Submitting new 2035 climate plans by February 2025

The Climate, Energy, and Environment Ministerial meeting (April 2024 in Turin) had confirmed the submission of the new 20235 climate pledges (Nationally Determined Contributions (NDCs)) nine to 12 months before COP30 in November 2025. 

In the Leader’s final communique, the G7 fell short of committing to submit their NDC within the deadline or on time to act as "first movers". In the absence of a clear timeline for the European Union (EU), this jeopardises its climate-champion stance globally, meaning other countries can take the lead on the energy transition.   

Accelerating the energy transition

As agreed at COP28, G7 leaders committed to the achievement of a tripling renewable energy capacity by 2030. However, this pledge does not go hand-in-hand with a domestic renewable tripling capacity in any of the seven major economies. As a result, data shows that, altogether, the G7 countries now target a doubling instead of a tripling of renewables. On fossil fuel phase-out language, the G7 still allows for public investments in gas, with no reference to a halt on this front.

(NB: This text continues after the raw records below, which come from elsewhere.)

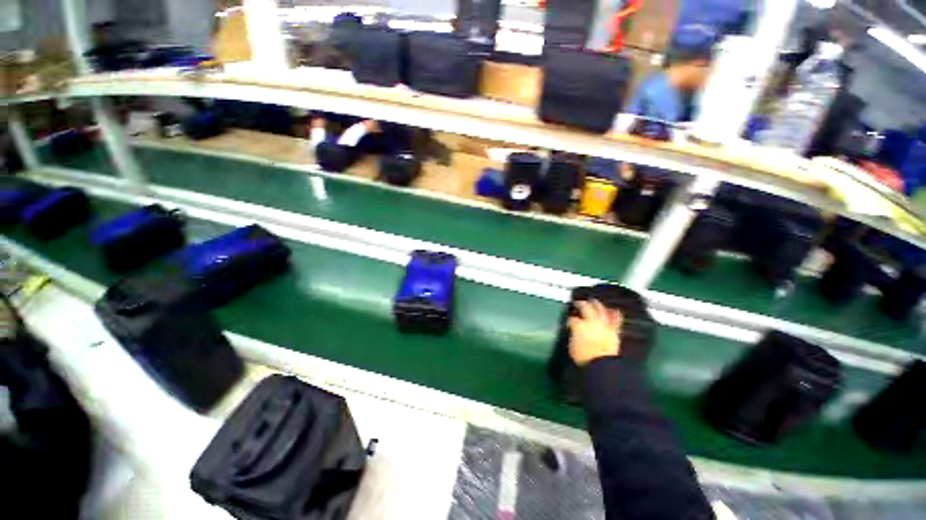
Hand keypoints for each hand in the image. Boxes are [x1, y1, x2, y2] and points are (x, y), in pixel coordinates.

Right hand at [568, 299, 622, 366]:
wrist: (602, 366)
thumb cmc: (584, 358)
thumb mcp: (572, 346)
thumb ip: (573, 335)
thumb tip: (574, 331)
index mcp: (578, 325)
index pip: (572, 319)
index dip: (570, 319)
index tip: (569, 321)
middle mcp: (591, 321)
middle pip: (585, 307)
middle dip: (581, 304)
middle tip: (578, 302)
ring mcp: (604, 324)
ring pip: (600, 309)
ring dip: (596, 304)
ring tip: (593, 301)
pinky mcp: (614, 330)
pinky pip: (616, 320)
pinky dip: (615, 314)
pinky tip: (615, 310)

The lack of public commitments to an end-date for fossil fuels represents a two-fold challenge for the EU: on the one hand, European energy security could be in jeopardy again if fossil sources from third countries are not adequately replaced with domestic fossil-free energy. On the other hand, continuing to invest in gas would lower the just transition pathway of the EU. Therefore, an end-date is both a geoeconomic and a social tool for the EU energy transition.  

Relations with third countries 

On multilateral cooperation with third countries, the G7 conclusions have seen the birth of  the Energy for Growth Initiative in Africa to develop clean energy infrastructures and supply chains, the initiative including Côte d’Ivoire, Ethiopia, Kenya, Mozambique, Nigeria, Republic of Congo and South Africa. 

Africa is a clear priority for the EU. However, given the constraints of limited resources present in the EU territory, prioritising international economic partnerships with geographically diffused third countries could mobilise flows of public and private finance, therefore scaling up investments for decarbonisation inside and outside the EU.

Irrespective of the G7 outcome, the EU has an opportunity to strengthen its geopolitical and geoeconomic stance in the next five years, using the new European Commission as a starting point to overhaul its international relations.